Old Hob is also to be found in the Germanic tradition of the Schimmel (white horse), which in rural folk ceremonies was represented by a 'horse's head' on the end of a pole carried by a bearer on all fours, under the cover of a white cloth. Sometimes as many as three or four individuals bore the enormous Schimmel around, with a veiled rider astride the construction, known as the schimmel-reiter.
Paul Devereux – Shamanism and the Mystery lines
The riding of the broomstick is reminiscent of riding a steed, which is a reminder of the Siberian shamans riding their horse headed sticks through the skies of ecstatic trance....
The remnant of these traditions is doubtlessly the folk image of the hobby horse.

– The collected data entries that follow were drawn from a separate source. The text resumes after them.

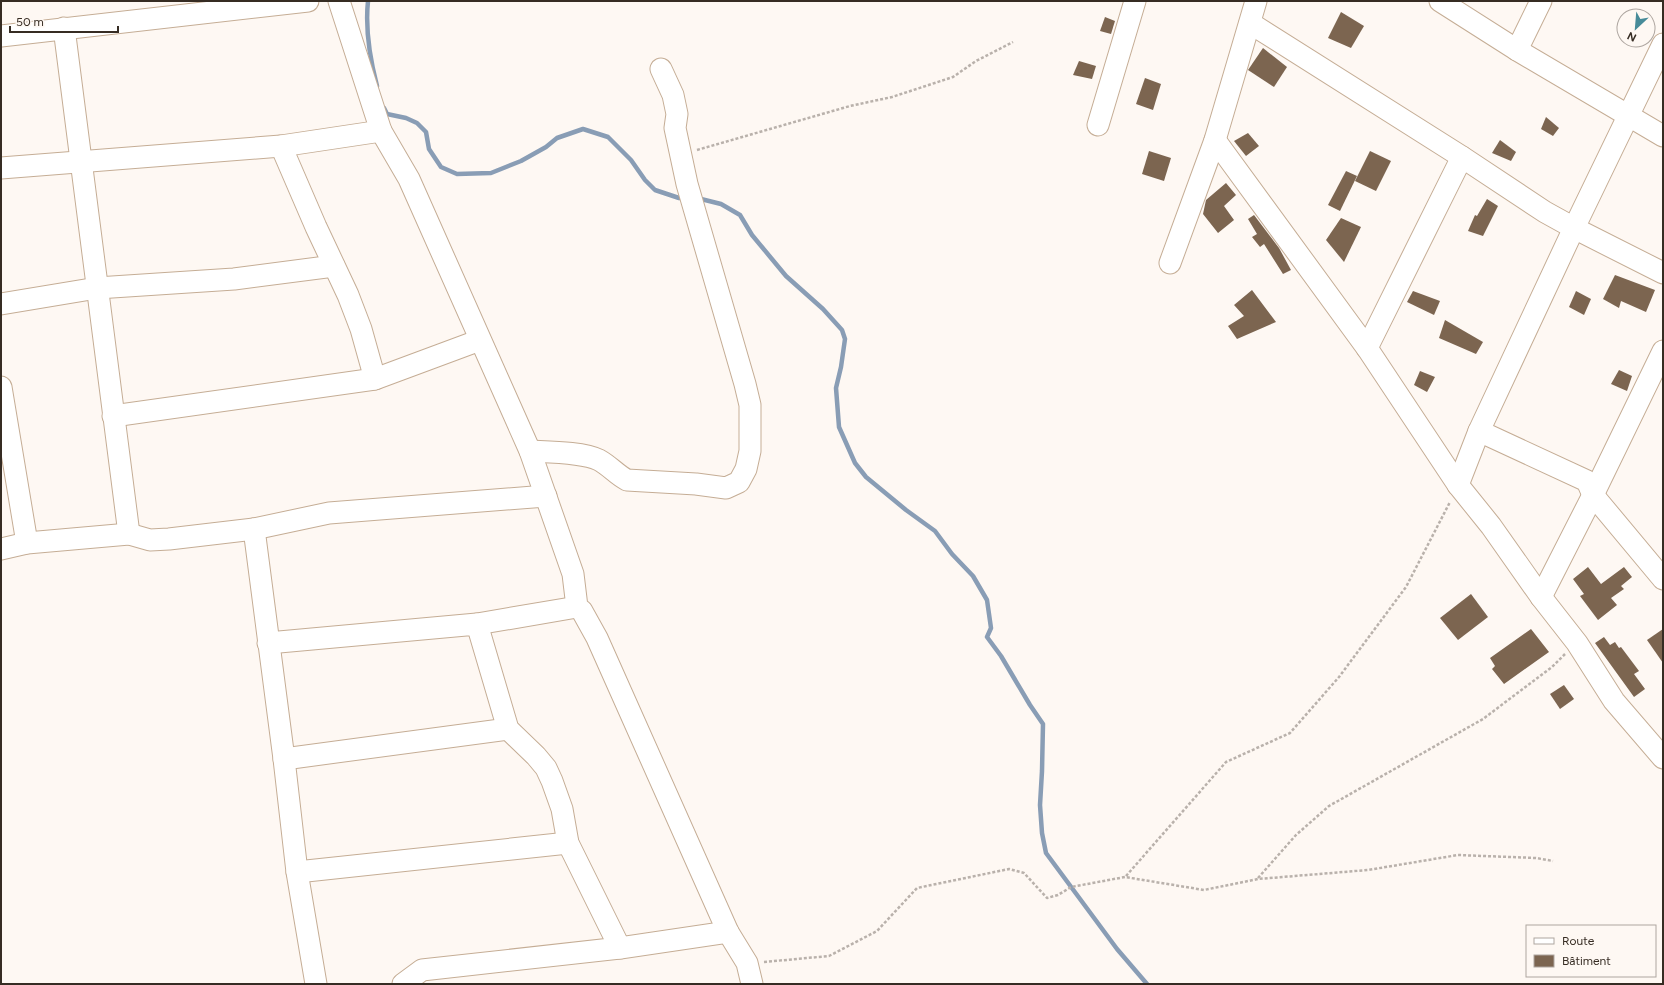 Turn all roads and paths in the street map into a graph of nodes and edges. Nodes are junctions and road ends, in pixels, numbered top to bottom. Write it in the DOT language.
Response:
graph roads {
  1 [pos="308,1"];
  2 [pos="339,1"];
  3 [pos="1135,1"];
  4 [pos="1256,1"];
  5 [pos="1440,1"];
  6 [pos="1541,1"];
  7 [pos="1250,23"];
  8 [pos="64,28"];
  9 [pos="1,36"];
  10 [pos="1013,42"];
  11 [pos="1663,44"];
  12 [pos="1517,50"];
  13 [pos="661,69"];
  14 [pos="1629,116"];
  15 [pos="1098,125"];
  16 [pos="381,131"];
  17 [pos="1663,136"];
  18 [pos="1215,140"];
  19 [pos="281,146"];
  20 [pos="681,154"];
  21 [pos="1462,157"];
  22 [pos="80,163"];
  23 [pos="1,168"];
  24 [pos="1574,228"];
  25 [pos="1170,263"];
  26 [pos="334,266"];
  27 [pos="1663,273"];
  28 [pos="97,288"];
  29 [pos="1,304"];
  30 [pos="480,340"];
  31 [pos="1367,348"];
  32 [pos="1663,351"];
  33 [pos="375,379"];
  34 [pos="1,387"];
  35 [pos="113,416"];
  36 [pos="1479,431"];
  37 [pos="530,451"];
  38 [pos="1458,485"];
  39 [pos="1593,495"];
  40 [pos="546,496"];
  41 [pos="254,529"];
  42 [pos="129,534"];
  43 [pos="27,543"];
  44 [pos="1,549"];
  45 [pos="1663,579"];
  46 [pos="1541,597"];
  47 [pos="577,607"];
  48 [pos="477,624"];
  49 [pos="1577,643"];
  50 [pos="268,644"];
  51 [pos="508,729"];
  52 [pos="1663,758"];
  53 [pos="284,759"];
  54 [pos="568,843"];
  55 [pos="1553,861"];
  56 [pos="297,872"];
  57 [pos="1125,877"];
  58 [pos="1258,878"];
  59 [pos="728,932"];
  60 [pos="620,948"];
  61 [pos="747,963"];
  62 [pos="423,977"];
  63 [pos="316,984"];
  64 [pos="403,984"];
  65 [pos="752,984"];
  1 -- 8 [label="street"];
  2 -- 16 [label="street"];
  3 -- 15 [label="street"];
  4 -- 7 [label="street"];
  5 -- 12 [label="street"];
  6 -- 12 [label="street"];
  7 -- 18 [label="street"];
  7 -- 21 [label="street"];
  8 -- 9 [label="street"];
  8 -- 22 [label="street"];
  10 -- 20 [label="path"];
  11 -- 14 [label="street"];
  12 -- 14 [label="street"];
  13 -- 20 [label="street"];
  14 -- 17 [label="street"];
  14 -- 24 [label="street"];
  16 -- 19 [label="street"];
  16 -- 30 [label="street"];
  18 -- 25 [label="street"];
  18 -- 31 [label="street"];
  19 -- 22 [label="street"];
  19 -- 26 [label="street"];
  20 -- 37 [label="street"];
  21 -- 24 [label="street"];
  21 -- 31 [label="street"];
  22 -- 23 [label="street"];
  22 -- 28 [label="street"];
  24 -- 27 [label="street"];
  24 -- 36 [label="street"];
  26 -- 28 [label="street"];
  26 -- 33 [label="street"];
  28 -- 29 [label="street"];
  28 -- 35 [label="street"];
  30 -- 33 [label="street"];
  30 -- 37 [label="street"];
  31 -- 38 [label="street"];
  32 -- 39 [label="street"];
  33 -- 35 [label="street"];
  34 -- 43 [label="street"];
  35 -- 42 [label="street"];
  36 -- 38 [label="street"];
  36 -- 39 [label="street"];
  37 -- 40 [label="street"];
  38 -- 46 [label="street"];
  38 -- 57 [label="path"];
  39 -- 45 [label="street"];
  39 -- 46 [label="street"];
  40 -- 41 [label="street"];
  40 -- 47 [label="street"];
  41 -- 42 [label="street"];
  41 -- 50 [label="street"];
  42 -- 43 [label="street"];
  43 -- 44 [label="street"];
  46 -- 49 [label="street"];
  47 -- 48 [label="street"];
  47 -- 59 [label="street"];
  48 -- 50 [label="street"];
  48 -- 51 [label="street"];
  49 -- 52 [label="street"];
  49 -- 58 [label="path"];
  50 -- 53 [label="street"];
  51 -- 53 [label="street"];
  51 -- 54 [label="street"];
  53 -- 56 [label="street"];
  54 -- 56 [label="street"];
  54 -- 60 [label="street"];
  55 -- 58 [label="path"];
  56 -- 63 [label="street"];
  57 -- 58 [label="path"];
  57 -- 61 [label="path"];
  59 -- 60 [label="street"];
  59 -- 61 [label="street"];
  60 -- 62 [label="street"];
  61 -- 65 [label="street"];
  62 -- 64 [label="street"];
} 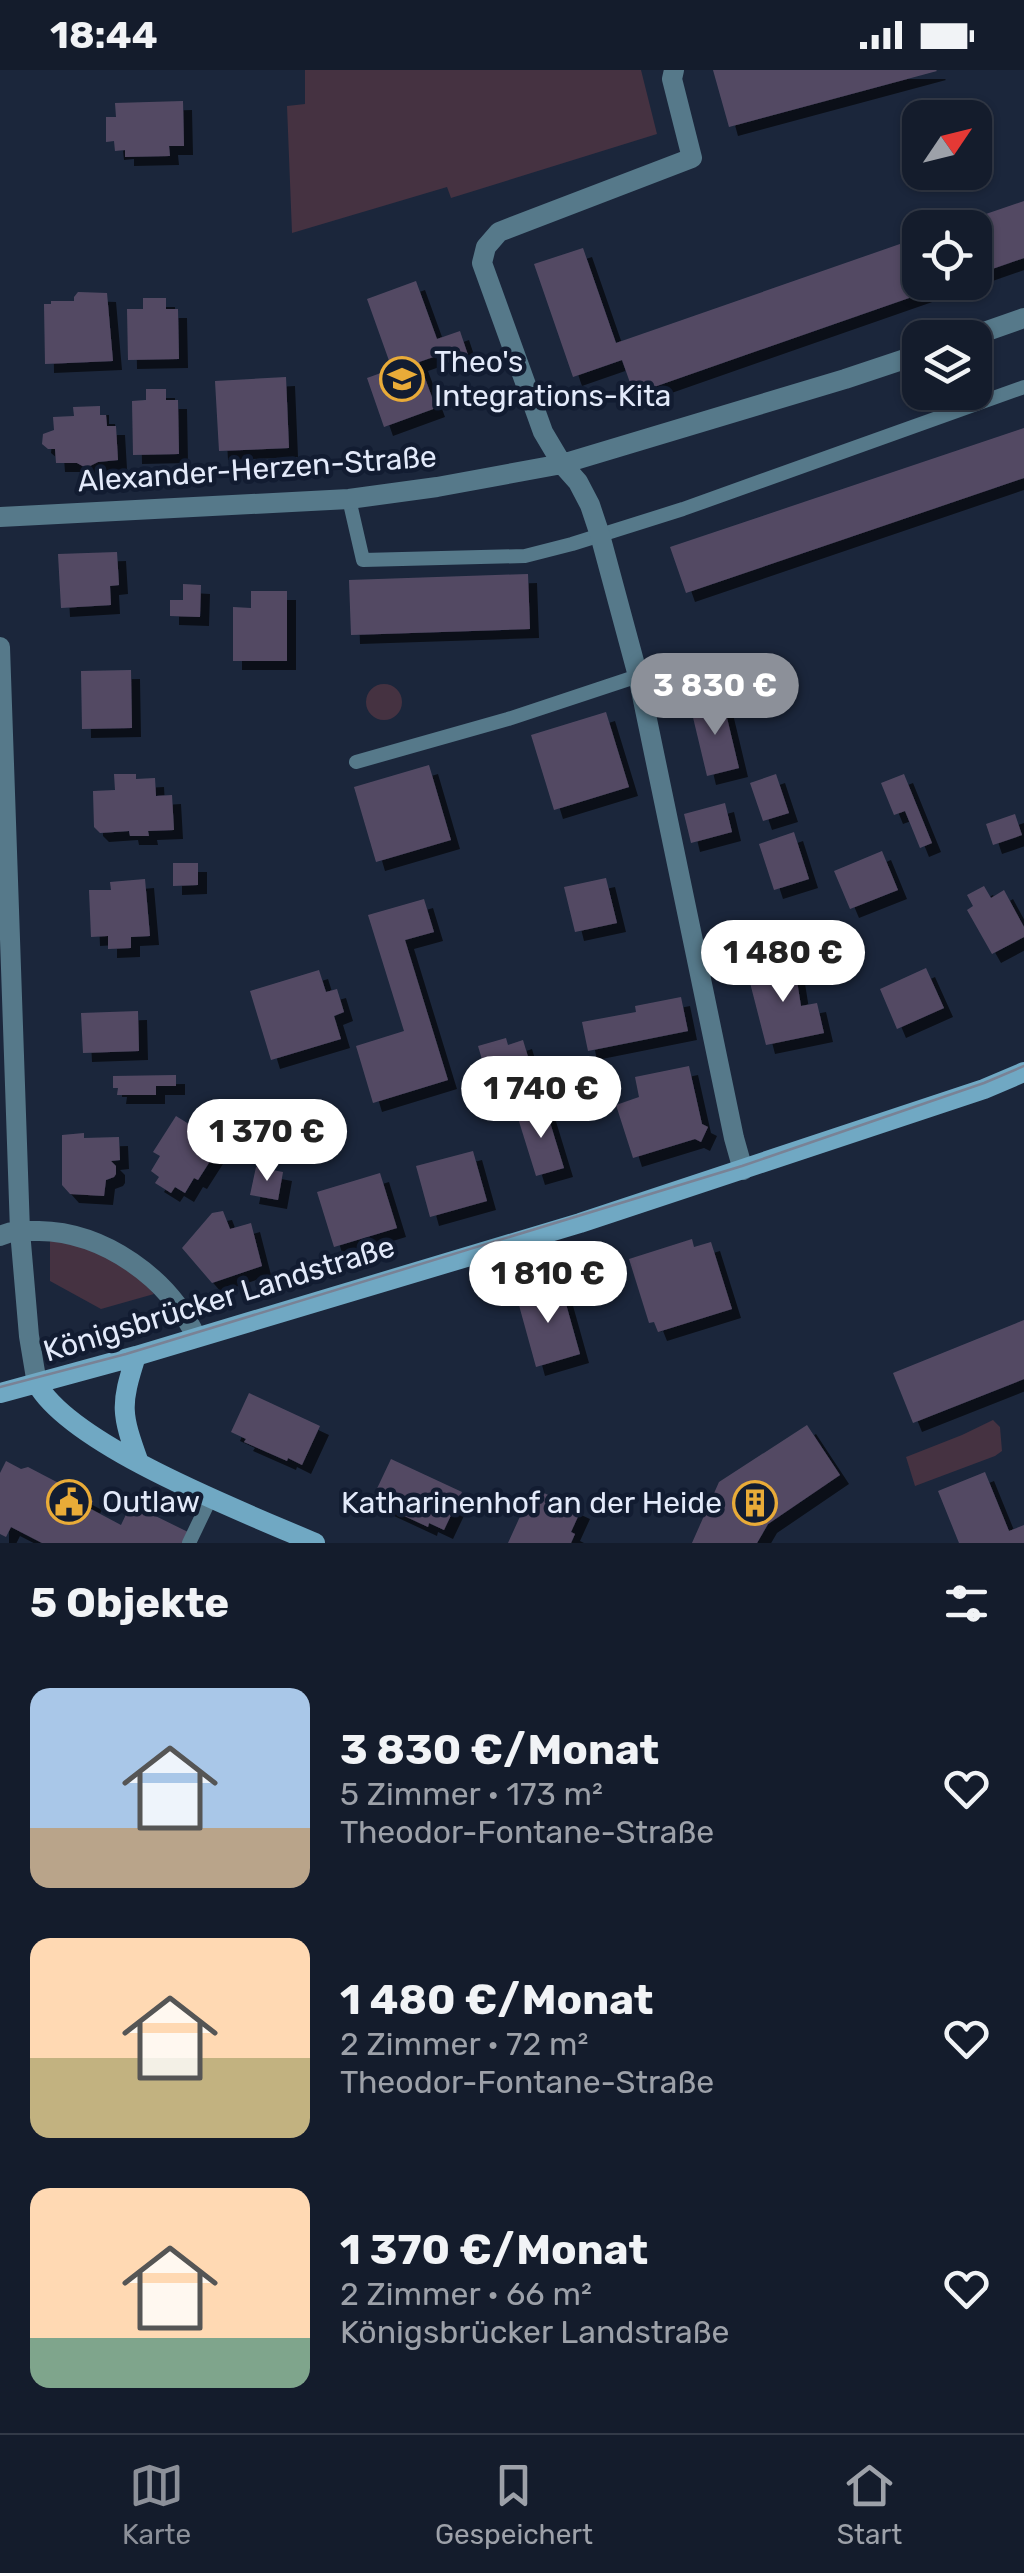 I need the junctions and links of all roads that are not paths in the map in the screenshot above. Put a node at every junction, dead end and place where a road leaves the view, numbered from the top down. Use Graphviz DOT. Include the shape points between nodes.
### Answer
graph roads {
  1 [pos="674,70"];
  2 [pos="1024,318"];
  3 [pos="992,329"];
  4 [pos="902,360"];
  5 [pos="1024,387"];
  6 [pos="562,464"];
  7 [pos="349,498"];
  8 [pos="0,518"];
  9 [pos="600,535"];
  10 [pos="0,647"];
  11 [pos="638,676"];
  12 [pos="356,762"];
  13 [pos="4,894"];
  14 [pos="1024,1072"];
  15 [pos="743,1170"];
  16 [pos="14,1239"];
  17 [pos="196,1337"];
  18 [pos="136,1356"];
  19 [pos="37,1384"];
  20 [pos="0,1393"];
  21 [pos="139,1462"];
  22 [pos="211,1497"];
  23 [pos="188,1543"];
  24 [pos="315,1543"];
  1 -- 6 [label="street" via="692,158 499,232 486,247 482,263 543,432"];
  2 -- 3 [label="street"];
  4 -- 6 [label="street, Alexander-Herzen-Straße"];
  5 -- 9 [label="lane"];
  6 -- 7 [label="street, Alexander-Herzen-Straße"];
  6 -- 9 [label="street" via="590,504"];
  7 -- 8 [label="street, Alexander-Herzen-Straße"];
  7 -- 9 [label="lane" via="363,560 525,556"];
  9 -- 11 [label="street"];
  10 -- 13 [label="street"];
  11 -- 12 [label="lane"];
  11 -- 15 [label="street"];
  13 -- 16 [label="street"];
  14 -- 15 [label="main road, Königsbrücker Landstraße"];
  15 -- 17 [label="main road, Königsbrücker Landstraße"];
  16 -- 17 [label="street" via="67,1234 120,1255 158,1285"];
  16 -- 19 [label="street"];
  17 -- 18 [label="main road, Königsbrücker Landstraße"];
  18 -- 19 [label="main road, Königsbrücker Landstraße"];
  18 -- 21 [label="main road" via="124,1417"];
  19 -- 20 [label="main road, Königsbrücker Landstraße"];
  19 -- 21 [label="main road" via="70,1420"];
  21 -- 22 [label="main road"];
  22 -- 23 [label="lane"];
  22 -- 24 [label="main road"];
}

And we should also note that Frigg, wife of Odin, was depicted riding a broomstick. Freya is closely associated with Frigg in Norse myth, and the two are generally considered to be the same mythological character, with Frigg emphasising the maternal principle and Freya fertility. Freya …. was the teacher of seidhr, a form of trance divination. ….This was women's magic and the seidhkona would travel around farmsteads and hamlets predicting the future.... In the course of divination, the seidhkona would go into trance and have an out-of-body experience. It was therefore clearly shamanic. ………
Again we have the hint that the secrets of magical flight - of ecstatic trance - were passed on to men by women long ago.
Returning back to Britain, we find other examples of 'hobby horse' ceremonies which link with archaic folk-customs, such as Mari Lwyd, Old Hob, the Penglog and Schimmel.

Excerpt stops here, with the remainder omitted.